The U.S. Treasury sold its remaining shares of Ally Financial Thursday night and Friday morning, cutting the last financial cord from the auto-industry bailout following the 2008 financial crisis.
Treasury, which provided $17.2 billion in emergency assistance to Ally, once owned 74 percent of the Detroit-based financial giant, which now is focused on auto financing to dealers and consumers, and to commercial and online banking. Between Thursday and Friday morning, the government sold its last 54.9 million Ally shares.
Treasury Secretary Jack Lew said the government recovered $19.6 billion on its aid to Ally. That makes it the first portion of the Obama administration’s auto-industry bailout to return a profit.
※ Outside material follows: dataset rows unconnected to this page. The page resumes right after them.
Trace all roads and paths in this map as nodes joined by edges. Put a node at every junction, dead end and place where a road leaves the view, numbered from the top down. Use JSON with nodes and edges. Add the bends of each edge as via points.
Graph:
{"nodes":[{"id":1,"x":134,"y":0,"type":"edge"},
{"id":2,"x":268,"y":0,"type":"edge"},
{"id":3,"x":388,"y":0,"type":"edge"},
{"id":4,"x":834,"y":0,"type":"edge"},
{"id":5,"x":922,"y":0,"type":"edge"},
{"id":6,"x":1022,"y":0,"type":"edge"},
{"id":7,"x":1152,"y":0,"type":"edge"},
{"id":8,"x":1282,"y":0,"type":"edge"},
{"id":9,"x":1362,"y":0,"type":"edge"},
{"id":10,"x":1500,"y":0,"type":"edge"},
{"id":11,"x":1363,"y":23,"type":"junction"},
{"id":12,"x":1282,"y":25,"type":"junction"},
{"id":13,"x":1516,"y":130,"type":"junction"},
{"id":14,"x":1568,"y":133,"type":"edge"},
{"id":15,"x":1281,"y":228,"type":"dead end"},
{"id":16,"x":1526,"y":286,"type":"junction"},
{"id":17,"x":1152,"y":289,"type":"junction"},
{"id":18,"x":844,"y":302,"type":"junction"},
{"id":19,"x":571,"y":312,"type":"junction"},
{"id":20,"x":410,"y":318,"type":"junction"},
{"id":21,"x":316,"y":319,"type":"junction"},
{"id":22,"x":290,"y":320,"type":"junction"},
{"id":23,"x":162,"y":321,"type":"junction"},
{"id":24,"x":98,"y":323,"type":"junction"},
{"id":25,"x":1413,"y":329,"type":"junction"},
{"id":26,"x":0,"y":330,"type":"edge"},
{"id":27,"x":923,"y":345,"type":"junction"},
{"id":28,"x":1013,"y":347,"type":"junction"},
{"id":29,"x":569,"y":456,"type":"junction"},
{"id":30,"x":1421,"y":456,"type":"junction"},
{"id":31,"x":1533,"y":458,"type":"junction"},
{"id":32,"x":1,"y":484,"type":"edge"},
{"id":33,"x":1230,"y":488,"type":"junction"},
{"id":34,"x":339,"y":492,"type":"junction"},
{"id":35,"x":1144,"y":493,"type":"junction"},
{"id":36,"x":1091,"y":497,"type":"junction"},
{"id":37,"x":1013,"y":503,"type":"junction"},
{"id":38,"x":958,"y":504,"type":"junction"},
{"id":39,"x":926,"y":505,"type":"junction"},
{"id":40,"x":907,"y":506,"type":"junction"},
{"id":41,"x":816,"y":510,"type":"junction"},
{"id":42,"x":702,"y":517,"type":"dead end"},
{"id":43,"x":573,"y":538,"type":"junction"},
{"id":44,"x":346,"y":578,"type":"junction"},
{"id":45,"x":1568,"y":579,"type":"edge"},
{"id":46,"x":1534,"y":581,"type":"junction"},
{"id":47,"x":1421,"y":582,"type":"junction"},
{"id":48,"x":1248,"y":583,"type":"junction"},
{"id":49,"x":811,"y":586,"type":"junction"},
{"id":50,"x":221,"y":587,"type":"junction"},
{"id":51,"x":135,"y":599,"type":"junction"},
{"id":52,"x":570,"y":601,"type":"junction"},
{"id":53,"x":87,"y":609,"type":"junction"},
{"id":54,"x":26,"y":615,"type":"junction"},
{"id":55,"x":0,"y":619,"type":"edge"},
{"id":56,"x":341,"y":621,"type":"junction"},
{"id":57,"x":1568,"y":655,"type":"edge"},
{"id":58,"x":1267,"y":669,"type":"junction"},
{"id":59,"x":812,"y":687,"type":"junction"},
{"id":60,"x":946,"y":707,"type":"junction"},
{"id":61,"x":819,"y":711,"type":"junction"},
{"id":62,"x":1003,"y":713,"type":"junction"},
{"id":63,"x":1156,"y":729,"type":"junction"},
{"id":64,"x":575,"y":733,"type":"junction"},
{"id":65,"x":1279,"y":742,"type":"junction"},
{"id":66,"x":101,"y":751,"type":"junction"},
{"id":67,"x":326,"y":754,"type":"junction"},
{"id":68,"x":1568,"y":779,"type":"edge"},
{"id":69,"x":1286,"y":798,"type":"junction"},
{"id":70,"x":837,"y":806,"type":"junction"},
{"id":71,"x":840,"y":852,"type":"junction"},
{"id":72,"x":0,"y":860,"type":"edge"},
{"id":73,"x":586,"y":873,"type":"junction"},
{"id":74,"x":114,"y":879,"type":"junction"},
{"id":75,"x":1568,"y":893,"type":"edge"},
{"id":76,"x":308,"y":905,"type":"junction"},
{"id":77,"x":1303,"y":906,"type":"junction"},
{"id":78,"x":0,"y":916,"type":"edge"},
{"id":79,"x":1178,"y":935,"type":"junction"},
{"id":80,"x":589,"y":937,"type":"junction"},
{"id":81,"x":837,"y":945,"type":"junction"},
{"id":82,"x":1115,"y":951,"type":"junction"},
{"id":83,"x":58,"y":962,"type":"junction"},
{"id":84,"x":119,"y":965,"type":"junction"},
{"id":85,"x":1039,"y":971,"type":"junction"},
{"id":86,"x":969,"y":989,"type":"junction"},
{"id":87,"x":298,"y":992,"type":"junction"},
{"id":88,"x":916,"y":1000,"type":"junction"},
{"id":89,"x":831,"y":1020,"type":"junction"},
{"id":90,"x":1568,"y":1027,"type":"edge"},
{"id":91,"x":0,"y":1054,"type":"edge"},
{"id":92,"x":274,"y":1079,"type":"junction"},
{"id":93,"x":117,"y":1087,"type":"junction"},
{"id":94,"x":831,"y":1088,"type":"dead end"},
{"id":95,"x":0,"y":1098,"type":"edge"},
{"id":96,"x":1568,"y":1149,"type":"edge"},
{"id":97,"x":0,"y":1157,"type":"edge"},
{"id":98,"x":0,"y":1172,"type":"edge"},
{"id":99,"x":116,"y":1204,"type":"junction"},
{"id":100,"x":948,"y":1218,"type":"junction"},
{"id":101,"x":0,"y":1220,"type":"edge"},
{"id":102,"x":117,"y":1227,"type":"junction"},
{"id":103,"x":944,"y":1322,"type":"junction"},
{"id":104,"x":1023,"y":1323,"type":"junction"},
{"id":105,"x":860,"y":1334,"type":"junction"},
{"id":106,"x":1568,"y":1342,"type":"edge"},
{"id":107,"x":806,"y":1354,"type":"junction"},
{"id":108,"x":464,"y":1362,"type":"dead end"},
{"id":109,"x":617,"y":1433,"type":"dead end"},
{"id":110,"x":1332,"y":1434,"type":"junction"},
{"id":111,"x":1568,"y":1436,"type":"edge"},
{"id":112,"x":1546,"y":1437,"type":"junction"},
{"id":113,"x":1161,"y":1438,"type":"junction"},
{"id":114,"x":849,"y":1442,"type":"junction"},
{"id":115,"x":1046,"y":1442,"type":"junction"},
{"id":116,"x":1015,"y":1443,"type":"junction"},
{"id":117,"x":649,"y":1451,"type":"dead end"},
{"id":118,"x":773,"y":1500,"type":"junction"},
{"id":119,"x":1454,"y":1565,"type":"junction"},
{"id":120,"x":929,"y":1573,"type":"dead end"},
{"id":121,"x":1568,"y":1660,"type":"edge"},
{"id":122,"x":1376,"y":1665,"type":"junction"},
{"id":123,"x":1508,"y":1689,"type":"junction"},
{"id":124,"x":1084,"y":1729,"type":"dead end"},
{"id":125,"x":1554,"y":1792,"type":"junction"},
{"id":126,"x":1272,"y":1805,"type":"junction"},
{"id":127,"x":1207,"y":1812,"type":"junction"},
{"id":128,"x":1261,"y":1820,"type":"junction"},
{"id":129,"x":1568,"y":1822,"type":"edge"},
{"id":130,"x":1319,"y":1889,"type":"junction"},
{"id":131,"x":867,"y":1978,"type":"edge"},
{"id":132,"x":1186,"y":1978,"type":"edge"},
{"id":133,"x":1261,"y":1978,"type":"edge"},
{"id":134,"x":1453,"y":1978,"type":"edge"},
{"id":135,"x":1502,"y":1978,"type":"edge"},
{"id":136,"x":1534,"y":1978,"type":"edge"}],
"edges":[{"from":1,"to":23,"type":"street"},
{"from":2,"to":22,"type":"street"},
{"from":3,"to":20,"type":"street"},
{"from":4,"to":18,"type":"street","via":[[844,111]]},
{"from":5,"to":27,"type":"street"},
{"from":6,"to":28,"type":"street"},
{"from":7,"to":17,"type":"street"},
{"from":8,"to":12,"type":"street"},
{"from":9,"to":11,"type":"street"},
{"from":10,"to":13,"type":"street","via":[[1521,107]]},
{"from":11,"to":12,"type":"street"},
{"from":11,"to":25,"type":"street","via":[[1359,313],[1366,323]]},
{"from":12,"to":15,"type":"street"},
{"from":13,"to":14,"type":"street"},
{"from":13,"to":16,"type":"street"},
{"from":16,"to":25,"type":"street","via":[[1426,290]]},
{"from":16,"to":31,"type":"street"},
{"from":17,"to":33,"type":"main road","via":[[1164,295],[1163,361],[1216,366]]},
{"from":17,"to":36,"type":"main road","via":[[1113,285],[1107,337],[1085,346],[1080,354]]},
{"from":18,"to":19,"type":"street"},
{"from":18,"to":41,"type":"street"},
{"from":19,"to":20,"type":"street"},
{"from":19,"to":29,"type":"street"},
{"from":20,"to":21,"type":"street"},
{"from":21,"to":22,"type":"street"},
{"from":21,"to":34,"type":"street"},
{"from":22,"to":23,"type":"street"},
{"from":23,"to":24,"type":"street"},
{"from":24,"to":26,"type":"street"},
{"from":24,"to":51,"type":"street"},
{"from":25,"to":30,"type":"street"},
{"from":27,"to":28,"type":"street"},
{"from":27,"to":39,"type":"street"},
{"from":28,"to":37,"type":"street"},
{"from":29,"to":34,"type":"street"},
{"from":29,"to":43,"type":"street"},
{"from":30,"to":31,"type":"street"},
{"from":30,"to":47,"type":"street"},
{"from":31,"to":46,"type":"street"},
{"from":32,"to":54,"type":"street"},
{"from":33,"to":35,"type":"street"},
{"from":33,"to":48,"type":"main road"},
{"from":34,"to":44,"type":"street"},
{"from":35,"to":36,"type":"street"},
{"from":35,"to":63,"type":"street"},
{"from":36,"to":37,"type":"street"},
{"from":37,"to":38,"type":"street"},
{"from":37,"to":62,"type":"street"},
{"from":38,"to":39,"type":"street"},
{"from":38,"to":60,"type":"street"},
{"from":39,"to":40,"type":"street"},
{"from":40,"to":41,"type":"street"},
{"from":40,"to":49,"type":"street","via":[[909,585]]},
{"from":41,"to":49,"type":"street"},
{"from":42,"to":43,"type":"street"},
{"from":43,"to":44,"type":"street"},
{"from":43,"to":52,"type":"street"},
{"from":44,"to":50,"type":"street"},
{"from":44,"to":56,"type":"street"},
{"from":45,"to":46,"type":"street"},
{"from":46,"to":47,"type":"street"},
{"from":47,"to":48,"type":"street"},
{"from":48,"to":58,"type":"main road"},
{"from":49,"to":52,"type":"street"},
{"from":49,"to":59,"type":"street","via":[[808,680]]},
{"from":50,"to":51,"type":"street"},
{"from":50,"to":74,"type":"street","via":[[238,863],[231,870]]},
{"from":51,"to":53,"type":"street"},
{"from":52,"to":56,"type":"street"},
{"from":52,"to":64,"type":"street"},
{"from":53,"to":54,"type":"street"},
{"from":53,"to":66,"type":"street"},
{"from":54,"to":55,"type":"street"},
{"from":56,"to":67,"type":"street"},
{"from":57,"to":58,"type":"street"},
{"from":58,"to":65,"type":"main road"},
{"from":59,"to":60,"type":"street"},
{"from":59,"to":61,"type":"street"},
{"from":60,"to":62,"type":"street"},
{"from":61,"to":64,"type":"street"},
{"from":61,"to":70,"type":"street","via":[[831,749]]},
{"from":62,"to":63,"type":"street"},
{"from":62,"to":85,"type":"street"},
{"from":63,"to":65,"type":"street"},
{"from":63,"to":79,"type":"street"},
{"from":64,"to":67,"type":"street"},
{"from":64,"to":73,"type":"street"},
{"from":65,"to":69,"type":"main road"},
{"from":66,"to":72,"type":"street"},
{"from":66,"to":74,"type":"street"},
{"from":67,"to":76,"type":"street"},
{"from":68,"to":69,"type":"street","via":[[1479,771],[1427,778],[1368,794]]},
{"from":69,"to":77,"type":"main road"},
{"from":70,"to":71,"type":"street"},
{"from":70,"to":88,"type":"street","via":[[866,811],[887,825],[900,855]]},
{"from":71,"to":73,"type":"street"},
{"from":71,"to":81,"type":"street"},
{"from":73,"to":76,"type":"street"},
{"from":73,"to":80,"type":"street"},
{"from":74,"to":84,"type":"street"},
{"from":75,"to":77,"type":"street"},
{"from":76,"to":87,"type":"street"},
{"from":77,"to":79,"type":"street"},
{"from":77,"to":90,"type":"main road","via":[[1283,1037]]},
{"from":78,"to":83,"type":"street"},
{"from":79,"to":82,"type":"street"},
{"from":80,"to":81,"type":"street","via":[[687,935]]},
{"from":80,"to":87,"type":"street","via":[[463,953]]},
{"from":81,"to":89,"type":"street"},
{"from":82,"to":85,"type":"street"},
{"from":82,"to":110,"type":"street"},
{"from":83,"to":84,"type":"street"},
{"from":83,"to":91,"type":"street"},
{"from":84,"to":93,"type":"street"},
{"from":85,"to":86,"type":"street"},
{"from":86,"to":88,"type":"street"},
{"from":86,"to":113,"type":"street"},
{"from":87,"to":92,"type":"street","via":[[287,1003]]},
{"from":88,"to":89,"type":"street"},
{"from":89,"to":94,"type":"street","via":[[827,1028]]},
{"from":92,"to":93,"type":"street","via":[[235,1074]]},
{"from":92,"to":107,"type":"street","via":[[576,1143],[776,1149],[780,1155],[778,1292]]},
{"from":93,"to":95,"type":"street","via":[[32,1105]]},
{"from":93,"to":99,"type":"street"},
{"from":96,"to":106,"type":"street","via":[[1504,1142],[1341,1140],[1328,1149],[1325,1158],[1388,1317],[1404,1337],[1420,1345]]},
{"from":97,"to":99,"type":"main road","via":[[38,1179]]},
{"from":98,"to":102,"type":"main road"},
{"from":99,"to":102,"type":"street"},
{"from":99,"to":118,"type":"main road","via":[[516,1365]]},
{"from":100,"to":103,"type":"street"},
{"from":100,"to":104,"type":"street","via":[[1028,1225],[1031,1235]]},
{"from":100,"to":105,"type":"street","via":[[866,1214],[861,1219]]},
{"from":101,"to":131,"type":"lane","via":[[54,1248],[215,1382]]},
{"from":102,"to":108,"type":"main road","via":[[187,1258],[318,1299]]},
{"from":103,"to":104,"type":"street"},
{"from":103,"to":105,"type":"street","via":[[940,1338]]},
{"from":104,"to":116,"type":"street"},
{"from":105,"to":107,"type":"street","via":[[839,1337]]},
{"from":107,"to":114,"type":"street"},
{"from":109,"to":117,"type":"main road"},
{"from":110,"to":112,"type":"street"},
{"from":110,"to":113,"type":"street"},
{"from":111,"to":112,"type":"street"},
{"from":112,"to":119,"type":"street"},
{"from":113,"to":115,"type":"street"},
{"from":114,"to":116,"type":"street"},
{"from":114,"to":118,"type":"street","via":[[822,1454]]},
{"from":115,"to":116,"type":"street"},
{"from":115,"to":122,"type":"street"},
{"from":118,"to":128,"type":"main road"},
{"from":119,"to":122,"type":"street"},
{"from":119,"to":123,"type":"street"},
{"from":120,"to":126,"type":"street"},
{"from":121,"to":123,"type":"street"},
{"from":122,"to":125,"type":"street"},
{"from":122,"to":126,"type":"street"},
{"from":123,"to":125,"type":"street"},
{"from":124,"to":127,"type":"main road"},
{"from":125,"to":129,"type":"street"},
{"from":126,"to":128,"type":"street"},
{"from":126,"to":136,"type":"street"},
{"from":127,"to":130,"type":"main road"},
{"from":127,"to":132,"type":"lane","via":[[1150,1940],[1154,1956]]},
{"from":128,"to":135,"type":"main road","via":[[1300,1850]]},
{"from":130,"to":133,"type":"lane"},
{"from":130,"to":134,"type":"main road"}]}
General Motors received $49.5 billion from Treasury’s Troubled Asset Relief Program. When the government sold its last GM shares about a year ago, the recovery totaled slightly more than $39 billion. Of the $11.98 billion provided to Chrysler (now FCA US), Treasury recovered $10.67 billion, Bowler said.
For the entire TARP effort, the government disbursed about $426.4 billion and recovered $441.7 billion, according to Tim Bowler, deputy assistant secretary for financial stability.
There are about 35 community banks that received funds from TARP but haven’t yet fully repaid their emergency funding, Bowler said.
Treasury was able to sell the shares on one of the stock market’s best days this year. Bowler said the final shares were sold at $23.25.
Ally sold assets and put its subprime-mortgage arm, Residential Capital, through bankruptcy before completing an initial public offering in April. CEO Michael Carpenter said earlier this year that the company could shed its final portion of government-owned shares by the end of 2014.
The government’s exit will free Ally from restrictions on executive pay and give it more flexibility to make loans and finance leases.
Before 2008, Ally was GMAC, the finance arm of General Motors. In December 2008, it became certified as a bank holding company, a step that made it eligible for the government bailout.
The worst of its problems were tied to mortgages made to borrowers with shoddy credit. Investment banks and other institutions then bundled those loans into derivatives that collapsed in value after the financial crisis.
Ally began reporting losses in 2007. By 2009, it had lost $10.3 billion.
Rescuing Ally was a crucial part of the Obama administration’s emergency plan to save General Motors and Chrysler, because without Ally, GM and Chrysler may not have been able to maintain an adequate flow of loans to their dealers and consumers.
Ally also disclosed Thursday that the U.S. Department of Justice has subpoenaed some of its records related to subprime auto loans. Subprime loans generally are loans to borrowers with troubled credit histories. The Justice Department and SEC have made similar requests of other lenders. GM Financial acknowledged in August receiving a subpoena over subprime auto loans.
GM Financial had said that the Justice Department was considering a civil lawsuit for potential violations of the Financial Institutions Reform, Recovery and Enforcement Act, a federal law that was passed following the savings-and-loan crisis in the 1980s.
On Friday, Ally shares closed up 51 cents, or 2.2 percent, at $23.26.